BPASS v2.1 offers advanced binary stellar evolution models that effectively match observed stellar populations and galaxy properties across different redshifts, enhancing understanding of stellar and galactic evolution.

Contribution

This paper introduces BPASS v2.1, a new version of binary stellar models incorporating binary interactions, and demonstrates its ability to reproduce diverse observational data.

Findings

Successfully reproduces colours and properties of resolved stellar populations.

Accurately models supernova progenitors and their observed characteristics.

Provides a consistent explanation for galaxy properties across redshifts.

Abstract

The Binary Population and Spectral Synthesis (BPASS) suite of binary stellar evolution models and synthetic stellar populations provides a framework for the physically motivated analysis of both the integrated light from distant stellar populations and the detailed properties of those nearby.
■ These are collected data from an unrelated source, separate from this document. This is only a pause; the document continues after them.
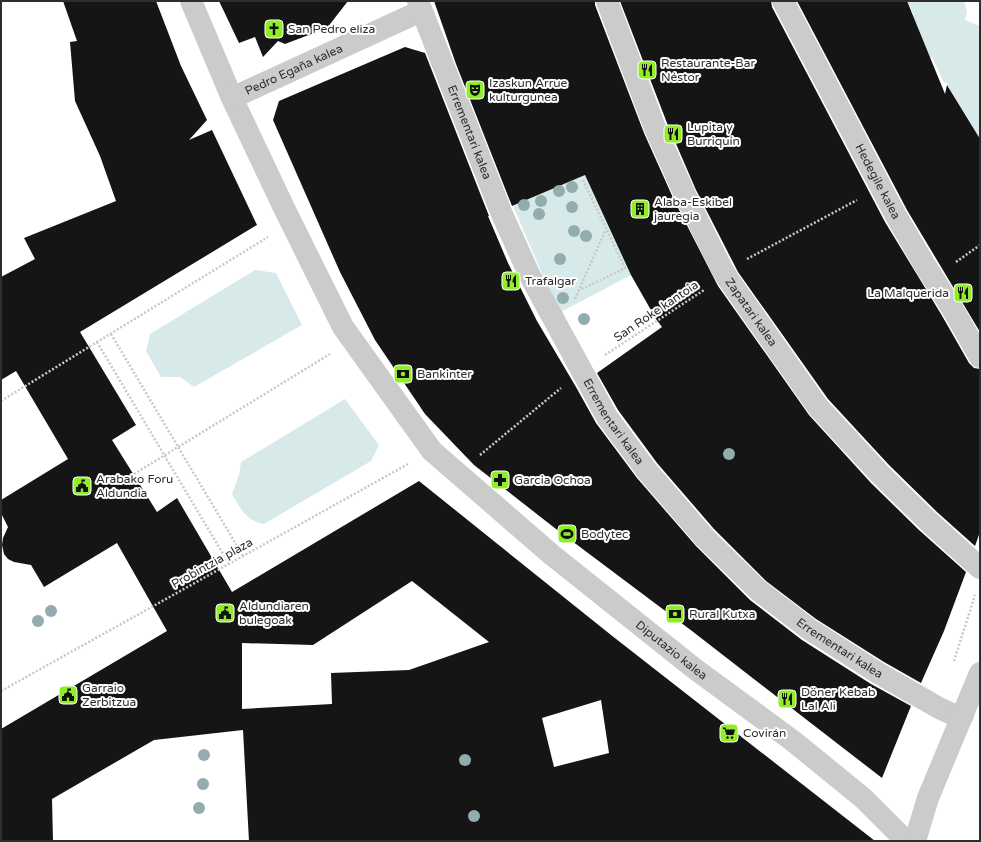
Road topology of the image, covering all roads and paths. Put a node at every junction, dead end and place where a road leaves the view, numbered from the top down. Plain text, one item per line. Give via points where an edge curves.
1 (191, 1) edge
2 (607, 1) edge
3 (783, 1) edge
4 (419, 6) edge
5 (232, 98) junction
6 (583, 180) dead end
7 (882, 186) junction
8 (292, 223) junction
9 (606, 228) junction
10 (726, 275) junction
11 (578, 291) junction
12 (111, 334) junction
13 (562, 335) junction
14 (352, 340) junction
15 (97, 342) junction
16 (980, 357) edge
17 (582, 370) junction
18 (1, 401) edge
19 (178, 447) junction
20 (165, 456) junction
21 (444, 462) junction
22 (134, 474) dead end
23 (243, 556) junction
24 (229, 564) junction
25 (980, 568) edge
26 (975, 592) dead end
27 (952, 665) dead end
28 (980, 673) edge
29 (1, 692) edge
30 (963, 715) junction
31 (907, 839) edge

1 - 5 street, Diputazio kalea
2 - 10 street, Zapatari kalea via 658,135 685,196
3 - 7 street, Hedegile kalea
4 - 5 street, Pedro Egaña kalea
4 - 13 street, Errementari kalea via 501,212 529,274
5 - 8 street, Diputazio kalea
6 - 9 path
7 - 10 path, San Roke kantoia via 744,262
7 - 16 street, Hedegile kalea via 896,216
8 - 12 path
8 - 14 street, Diputazio kalea via 343,327
9 - 11 path
9 - 11 path via 625,268
10 - 17 path, San Roke kantoia
10 - 25 street, Zapatari kalea via 818,407 886,480
11 - 13 path
12 - 15 path
12 - 19 path
13 - 17 street, Errementari kalea
14 - 19 path
14 - 21 street, Diputazio kalea
15 - 18 path
15 - 20 path
17 - 21 path, San Roke kantoia via 471,462 462,465
17 - 30 street, Errementari kalea via 607,417 647,470 705,538 758,590 809,629 878,673 939,708 952,714
19 - 20 path
19 - 23 path
20 - 22 path
20 - 24 path
21 - 23 path, Probintzia plaza
21 - 31 street, Diputazio kalea via 552,555 863,798
23 - 24 path, Probintzia plaza
24 - 29 path, Probintzia plaza
26 - 27 path
28 - 30 street
30 - 31 street via 928,798

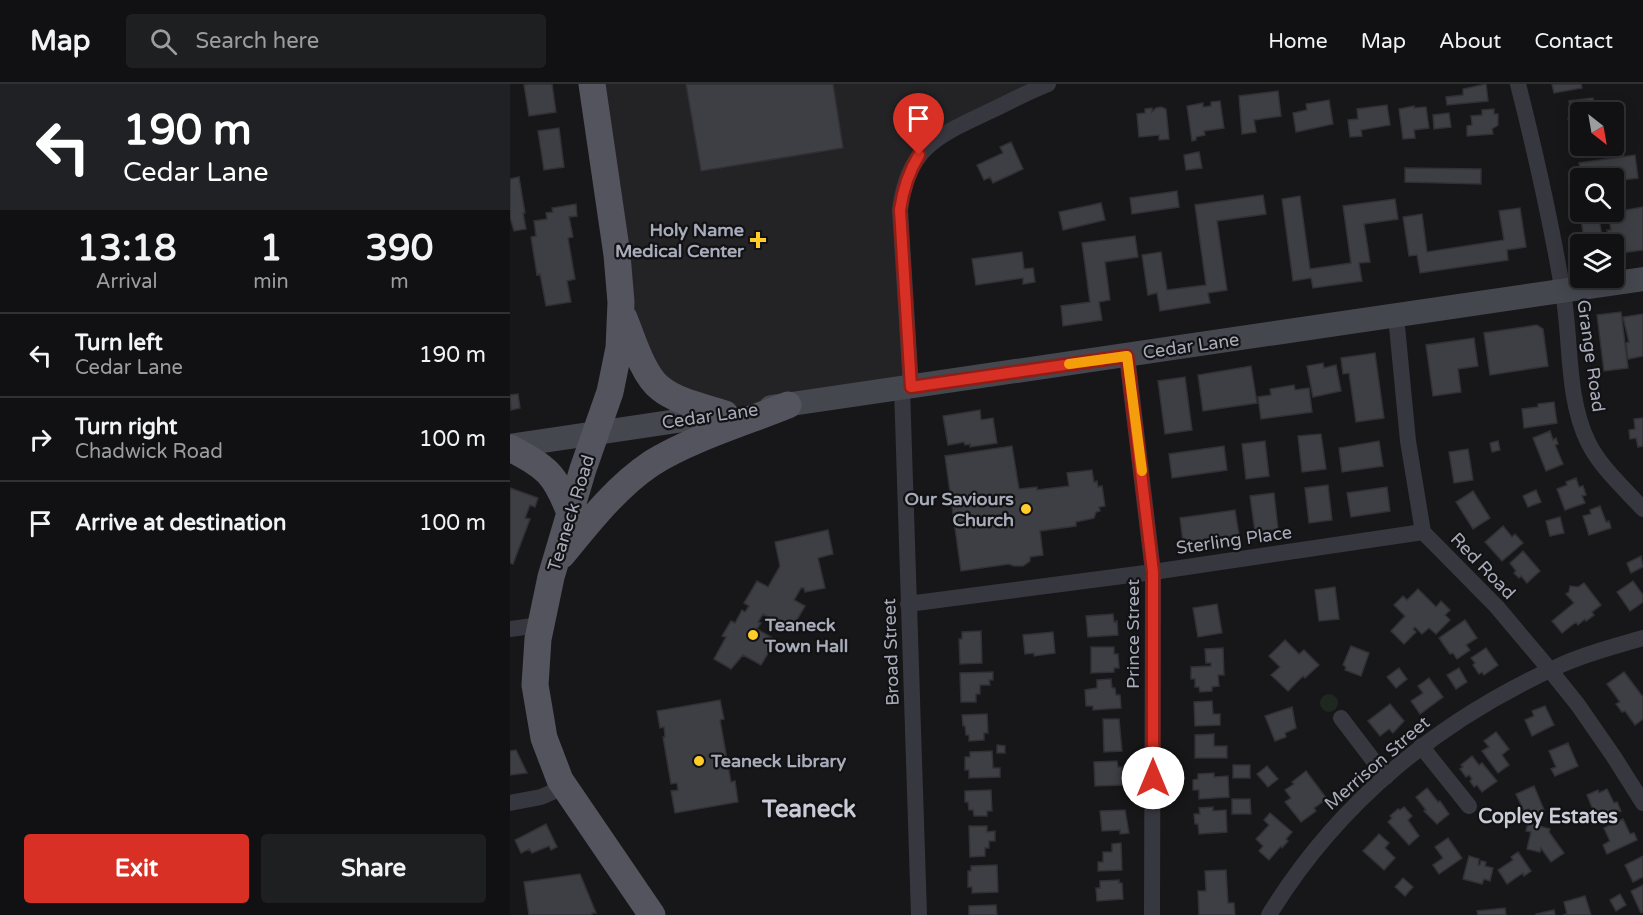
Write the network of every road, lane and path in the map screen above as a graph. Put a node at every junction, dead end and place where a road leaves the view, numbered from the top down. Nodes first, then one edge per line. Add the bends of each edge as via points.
1 (592, 84) edge
2 (1048, 84) edge
3 (1518, 84) edge
4 (1643, 279) edge
5 (1562, 291) junction
6 (621, 312) junction
7 (1396, 316) junction
8 (1127, 356) junction
9 (906, 388) junction
10 (788, 405) junction
11 (725, 414) junction
12 (597, 432) junction
13 (510, 447) edge
14 (1643, 509) edge
15 (570, 513) junction
16 (1423, 532) junction
17 (555, 563) junction
18 (1153, 572) junction
19 (908, 604) junction
20 (540, 625) junction
21 (510, 629) edge
22 (1643, 638) edge
23 (1550, 670) junction
24 (1341, 718) dead end
25 (1421, 746) junction
26 (1386, 777) junction
27 (564, 786) junction
28 (510, 803) edge
29 (1643, 803) edge
30 (1469, 806) dead end
31 (652, 915) edge
32 (919, 915) edge
33 (1152, 915) edge
34 (1269, 915) edge

1 - 6 main road, Teaneck Road via 617,255
2 - 9 street, Broad Street via 944,133 919,155 909,173 900,210
3 - 5 street, Grange Road via 1549,213
4 - 5 main road, Cedar Lane
5 - 7 main road, Cedar Lane
5 - 14 street, Grange Road via 1580,424 1603,465
6 - 11 main road via 648,372 659,387
6 - 12 main road, Teaneck Road via 617,360
7 - 8 main road, Cedar Lane
7 - 16 street, Red Road via 1408,441
8 - 9 main road, Cedar Lane
8 - 18 street, Prince Street
9 - 10 main road, Cedar Lane
9 - 19 street, Broad Street
10 - 11 main road, Cedar Lane
10 - 17 main road via 682,447 648,465 615,494
11 - 12 main road, Cedar Lane
12 - 13 main road, Cedar Lane
12 - 15 main road, Teaneck Road
13 - 15 main road via 549,472
15 - 17 main road, Teaneck Road
16 - 18 street, Sterling Place
16 - 23 street, Red Road via 1497,607
17 - 20 main road, Teaneck Road
18 - 19 street, Sterling Place
18 - 33 street, Prince Street
19 - 32 street, Broad Street
20 - 21 street
20 - 27 main road, Teaneck Road via 535,664 537,705 547,747
22 - 23 street, Merrison Street
23 - 25 street, Merrison Street via 1487,702
23 - 29 street, Red Road
24 - 26 street
25 - 26 street, Merrison Street
25 - 30 street
26 - 34 street, Merrison Street via 1334,825
27 - 28 street via 541,797
27 - 31 main road, Teaneck Road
We present a new version 2.1 data release of these models, detailing the methodology by which BPASS incorporates binary mass transfer and its effect on stellar evolution pathways, as well as the construction of simple stellar populations. We demonstrate key tests of the latest BPASS model suite demonstrating its ability to reproduce the colours and derived properties of resolved stellar populations, including well- constrained eclipsing binaries. We consider observational constraints on the ratio of massive star types and the distribution of stellar remnant masses. We describe the identification of supernova progenitors in our models, and demonstrate a good agreement to the properties of observed progenitors. We also test our models against photometric and spectroscopic observations of unresolved stellar populations, both in the local and distant Universe, finding that binary models provide a self-consistent explanation for observed galaxy properties across a broad redshift range. Finally, we carefully describe the limitations of our models, and areas where we expect to see significant improvement in future versions.